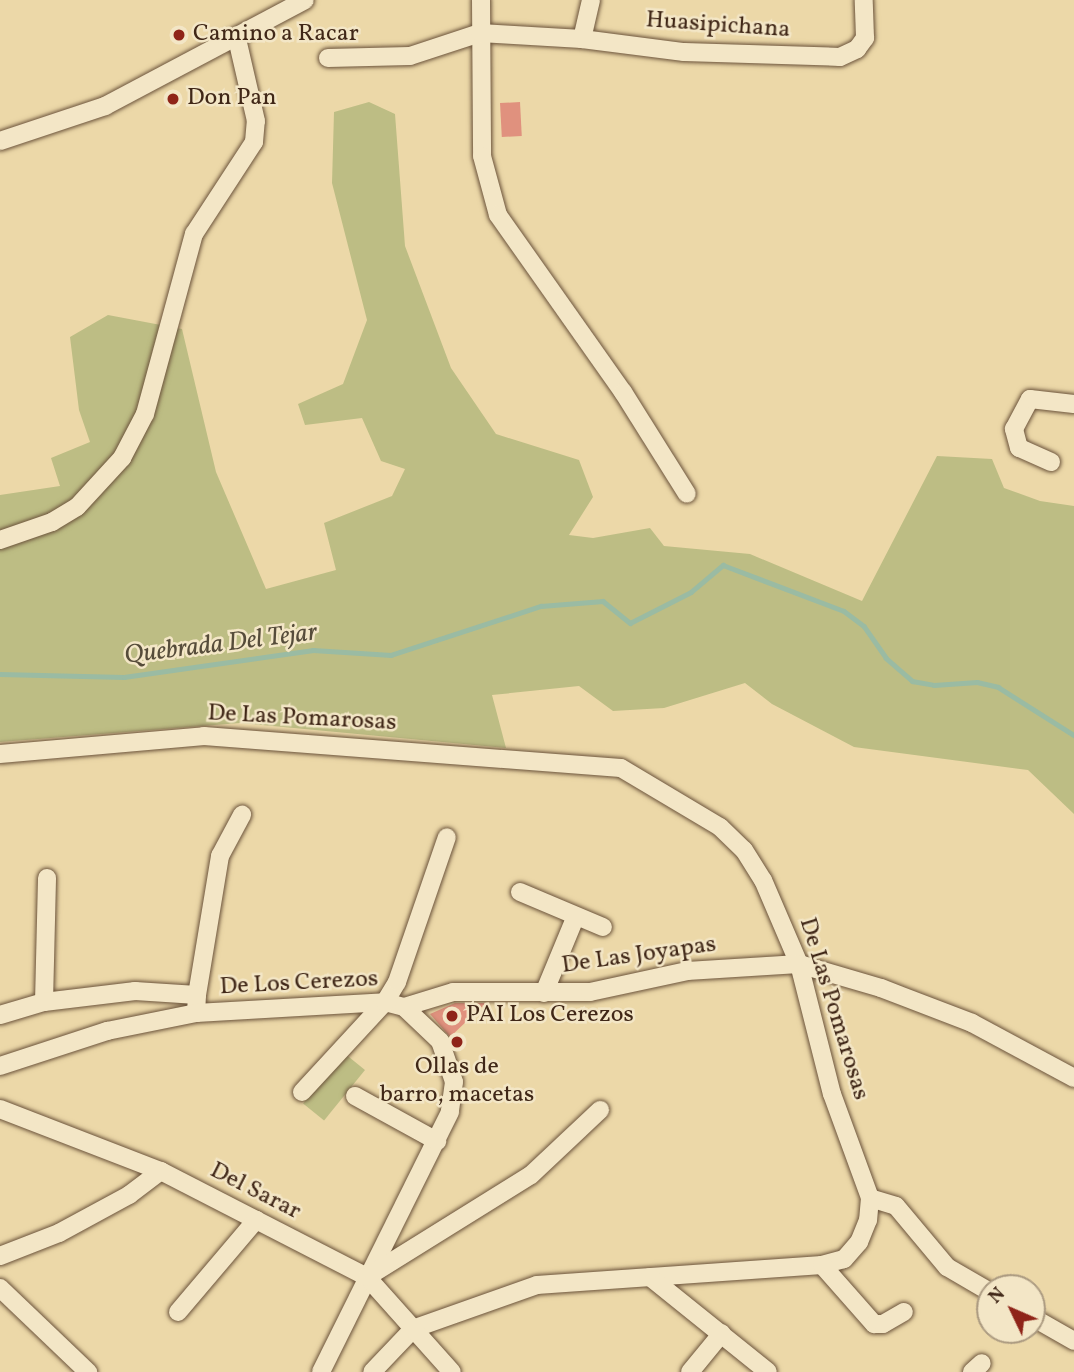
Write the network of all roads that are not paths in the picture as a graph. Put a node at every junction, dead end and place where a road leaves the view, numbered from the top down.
1 (305, 0) edge
2 (481, 0) edge
3 (591, 0) edge
4 (864, 0) edge
5 (480, 33) junction
6 (237, 39) junction
7 (582, 39) junction
8 (328, 58) dead end
9 (0, 141) edge
10 (1074, 404) edge
11 (1051, 462) dead end
12 (687, 494) dead end
13 (0, 540) edge
14 (0, 754) edge
15 (242, 815) dead end
16 (447, 837) dead end
17 (47, 878) dead end
18 (520, 892) dead end
19 (575, 918) junction
20 (603, 928) dead end
21 (799, 964) junction
22 (544, 993) junction
23 (44, 1002) junction
24 (385, 1002) junction
25 (196, 1004) junction
26 (404, 1007) junction
27 (0, 1015) edge
28 (0, 1066) edge
29 (1074, 1078) edge
30 (302, 1092) dead end
31 (355, 1096) dead end
32 (0, 1109) edge
33 (600, 1110) dead end
34 (437, 1141) junction
35 (161, 1171) junction
36 (870, 1198) junction
37 (256, 1220) junction
38 (0, 1256) edge
39 (822, 1265) junction
40 (367, 1277) junction
41 (650, 1277) junction
42 (976, 1284) edge
43 (0, 1288) edge
44 (178, 1312) dead end
45 (904, 1312) dead end
46 (1046, 1325) edge
47 (414, 1329) junction
48 (722, 1333) junction
49 (1074, 1341) edge
50 (88, 1372) edge
51 (321, 1372) edge
52 (372, 1372) edge
53 (452, 1372) edge
54 (690, 1372) edge
55 (768, 1372) edge

1 - 6 street
2 - 5 street
3 - 7 street
4 - 7 street, Huasipichana
5 - 7 street, Huasipichana
5 - 8 street
5 - 12 street
6 - 9 street
6 - 13 street
10 - 11 street
14 - 21 street, De Las Pomarosas
15 - 25 street
16 - 24 street
17 - 23 street
18 - 19 street
19 - 20 street
19 - 22 street
21 - 22 street, De Las Joyapas
21 - 29 street, De Las Joyapas
21 - 36 street, De Las Pomarosas
22 - 26 street, De Las Joyapas
23 - 25 street
23 - 27 street
24 - 25 street, De Los Cerezos
24 - 26 street, De Los Cerezos
24 - 30 street
25 - 28 street, De Los Cerezos
26 - 34 street, De Los Cerezos
31 - 34 street
32 - 35 street, Del Sarar
33 - 40 street
34 - 40 street, De Los Cerezos
35 - 37 street, Del Sarar
35 - 38 street
36 - 39 street
36 - 42 street
37 - 40 street, Del Sarar
37 - 44 street
39 - 41 street
39 - 45 street
40 - 47 street, Del Sarar
40 - 51 street, De Los Cerezos
41 - 47 street
41 - 48 street
43 - 50 street
46 - 49 street
47 - 52 street
47 - 53 street, Del Sarar
48 - 54 street
48 - 55 street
* * * * * * *
PROMPT - Tell how many lines in the entries above include the word "Joyapas", and respond with the number alone.

RESULT OF THIS EXERCISE - 3